---------- Provided records

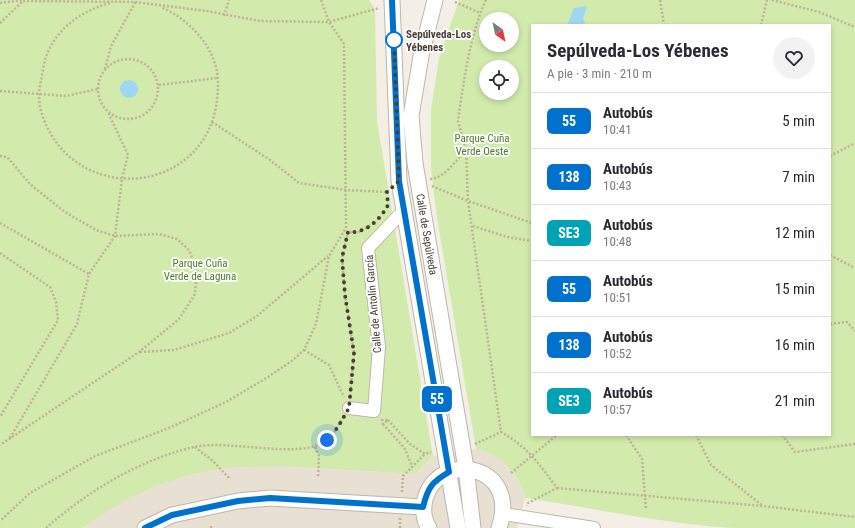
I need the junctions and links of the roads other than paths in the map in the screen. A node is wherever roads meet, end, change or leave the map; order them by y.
1 (392, 0) edge
2 (435, 0) edge
3 (405, 209) junction
4 (349, 408) road end
5 (466, 468) junction
6 (449, 472) junction
7 (423, 507) junction
8 (502, 521) edge
9 (145, 528) edge
10 (429, 528) edge
11 (458, 528) edge
12 (473, 528) edge
13 (594, 528) edge

1 - 3 street, Calle de Sepúlveda
2 - 5 street, Calle de Sepúlveda
3 - 4 street, Calle de Antolín García
3 - 6 street, Calle de Sepúlveda
5 - 6 street
5 - 8 street
5 - 12 street, Calle de Sepúlveda
6 - 7 street
6 - 11 street, Calle de Sepúlveda
7 - 9 street
7 - 10 street
8 - 13 street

--------------------

Directions: When you repeat the data, keep it exact and drop every picture.

Answer space:
I need the junctions and links of the roads other than paths in the map in the screen. A node is wherever roads meet, end, change or leave the map; order them by y.
1 (392, 0) edge
2 (435, 0) edge
3 (405, 209) junction
4 (349, 408) road end
5 (466, 468) junction
6 (449, 472) junction
7 (423, 507) junction
8 (502, 521) edge
9 (145, 528) edge
10 (429, 528) edge
11 (458, 528) edge
12 (473, 528) edge
13 (594, 528) edge

1 - 3 street, Calle de Sepúlveda
2 - 5 street, Calle de Sepúlveda
3 - 4 street, Calle de Antolín García
3 - 6 street, Calle de Sepúlveda
5 - 6 street
5 - 8 street
5 - 12 street, Calle de Sepúlveda
6 - 7 street
6 - 11 street, Calle de Sepúlveda
7 - 9 street
7 - 10 street
8 - 13 street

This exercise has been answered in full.